Taylor’s crowning moment came on July 16, 2005 against undisputed middleweight champion Bernard “The Executioner” Hopkins in Las Vegas.

Despite a severe lack of experience Taylor became the first fighter to defeat the Philadelphia warrior in more than 12 years. It was a very close split-decision that was awarded to Taylor who jumped to an early lead and managed to hang on as Hopkins rallied in the latter rounds. Though bruised and battered, Taylor was ecstatic as he and his team celebrated later that night around pool at the MGM Grand.

Five months later Taylor repeated the verdict in another close fight with Hopkins. The middleweight championship was his.

“He beat a guy twice who’s going into the hall of fame,” said Lou DiBella of Taylor’s victories over Hopkins. “All he’s done is beaten quality fighters.”

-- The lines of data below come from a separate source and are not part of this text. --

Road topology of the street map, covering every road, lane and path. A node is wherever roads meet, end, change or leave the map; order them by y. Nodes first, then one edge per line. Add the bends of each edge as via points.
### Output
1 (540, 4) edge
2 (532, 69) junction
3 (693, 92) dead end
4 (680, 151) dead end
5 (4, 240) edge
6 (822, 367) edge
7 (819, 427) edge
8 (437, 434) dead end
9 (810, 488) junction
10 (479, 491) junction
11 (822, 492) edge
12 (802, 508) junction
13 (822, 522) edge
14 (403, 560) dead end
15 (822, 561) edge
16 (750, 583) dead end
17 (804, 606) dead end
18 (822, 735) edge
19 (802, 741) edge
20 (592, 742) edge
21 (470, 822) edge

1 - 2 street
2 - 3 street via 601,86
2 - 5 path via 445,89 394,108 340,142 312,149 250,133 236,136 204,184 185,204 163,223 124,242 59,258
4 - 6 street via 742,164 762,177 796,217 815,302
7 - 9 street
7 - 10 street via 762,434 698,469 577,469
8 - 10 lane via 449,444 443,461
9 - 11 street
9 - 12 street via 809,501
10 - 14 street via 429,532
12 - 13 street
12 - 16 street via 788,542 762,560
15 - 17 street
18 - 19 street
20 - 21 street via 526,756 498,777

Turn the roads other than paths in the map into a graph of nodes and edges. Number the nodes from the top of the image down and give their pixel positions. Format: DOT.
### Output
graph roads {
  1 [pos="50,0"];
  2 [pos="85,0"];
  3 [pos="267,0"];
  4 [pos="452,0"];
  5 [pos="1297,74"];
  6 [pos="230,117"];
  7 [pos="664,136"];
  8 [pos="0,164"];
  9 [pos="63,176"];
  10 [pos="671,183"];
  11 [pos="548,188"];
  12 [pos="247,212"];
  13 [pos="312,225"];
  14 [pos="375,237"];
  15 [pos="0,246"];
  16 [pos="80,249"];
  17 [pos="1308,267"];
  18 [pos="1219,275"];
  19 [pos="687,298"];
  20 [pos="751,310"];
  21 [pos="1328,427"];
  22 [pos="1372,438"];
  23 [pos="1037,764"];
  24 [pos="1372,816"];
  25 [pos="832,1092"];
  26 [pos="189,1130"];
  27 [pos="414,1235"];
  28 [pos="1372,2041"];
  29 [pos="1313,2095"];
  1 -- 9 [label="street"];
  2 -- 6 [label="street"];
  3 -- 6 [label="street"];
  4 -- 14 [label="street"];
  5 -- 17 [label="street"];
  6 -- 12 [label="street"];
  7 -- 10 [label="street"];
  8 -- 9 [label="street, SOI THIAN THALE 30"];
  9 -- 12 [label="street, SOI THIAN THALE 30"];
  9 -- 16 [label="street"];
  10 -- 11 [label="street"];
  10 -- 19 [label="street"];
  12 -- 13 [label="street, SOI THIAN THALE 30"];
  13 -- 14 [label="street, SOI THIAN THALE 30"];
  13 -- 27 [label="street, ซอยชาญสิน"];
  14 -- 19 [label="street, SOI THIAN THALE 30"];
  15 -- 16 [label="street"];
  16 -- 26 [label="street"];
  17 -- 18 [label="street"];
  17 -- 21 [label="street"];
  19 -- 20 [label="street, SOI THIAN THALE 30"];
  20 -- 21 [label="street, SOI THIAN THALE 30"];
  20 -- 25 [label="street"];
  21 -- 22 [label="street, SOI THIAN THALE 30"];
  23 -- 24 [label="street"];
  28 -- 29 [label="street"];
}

In his next three fights Taylor has seemed to hit a funk as smaller fighters in Winky Wright, Kassim Ouma and Cory Spinks that have been able to figure out the swarming style that gained him a title. Now he’s back to square one with Emanuel Steward training him.

Now comes the hard-hitting Pavlik. Forget that he’s a white middleweight; he’s the number one middleweight contender with a blue-collar lunch pail style that leaves fans hungering for more.

“This is the kind of fighter Jermain prefers,” DiBella says.

Under the radar

Pavlik’s last five opponents have been prizefighters that only a few hardcore boxing fans would recognize who fly under the radar of the casual boxing lover. But in boxing camps around the country they’re fighters that others avoid if they want to continue in the sport with health intact.

When Pavlik stepped in the ring against Colombia’s Fulgencio Zuniga in 2005, that fighter’s only loss came against junior middleweight titleholder Daniel Santos.

In the very first round Pavlik was suddenly dropped by a Zuniga left hook and it truly looked like the Ohio fighter was about to find his conqueror. But that night Pavlik showed much more than just power punching prowess and boxed his way to victory with a gritty determination that was never shown before.

After nine rounds of jabs and crosses to the eye of Zuniga, a cut forced the Colombian’s corner men to halt the fight despite protest from the muscular fighter. Pavlik captured the vacants NABF title that night.

“He was a strong guy,” remembers Pavlik.

Perhaps the biggest test came last January 2007 against Mexico’s little-known Jose Luis Zertuche. The former Mexican Olympian had warred twice with Colombia’s Zuniga and had engaged in a slugfest with power-hitting Carlos Bojorquez. Many boxing insiders consider Zertuche the toughest middleweight you never heard of.

“Zertuche was a guy who fought rugged fighters all through his career. He was a rugged fighter that no one else wanted to fight. He had pretty good hand speed and could hit,” said Pavlik of Zertuche. “In the end we just wore him down. He was a guy you didn’t want to take chances against.”

It was a horrific war with both boxers unleashing murderous punches that sounded like bombs landing. Ringsiders looked squeamish as both bludgeoned each other.

After five breathless rounds of pounding, the hard bricks Pavlik was firing began to wear down Zertuche’s resilience. A right hand pulverized Zertuche in the sixth round but he rose before the count of 10. However at the end of the round he couldn’t find his own corner. Two rounds later another right strafed through Zertuche’s guard and down he went for good. After the fight the ultra-tough Mexican was taken to the local hospital for observation. He hasn’t returned to the ring since.

Four months ago Pavlik was paired against the tough-talking Edison Miranda, a master of self-promotion who packed some wallop. After seven rounds Miranda became the second hard-punching Colombian middleweight to feel Pavlik’s power.

Miranda was beaten so severely all he could say was he was sorry for the insults he hurled at Pavlik.

So what does Taylor think of Pavlik now?

“I don’t mean to talk bad about him, I’m just saying what I see,” explains Taylor. “I just don’t see him on my level.”

It’s business as usual for Pavlik.

“That’s an advantage for me if that’s what he thinks,” Pavlik says.

Now the two middleweights who have never lost meet in the ring.

“This is a title fight,” says Pavlik.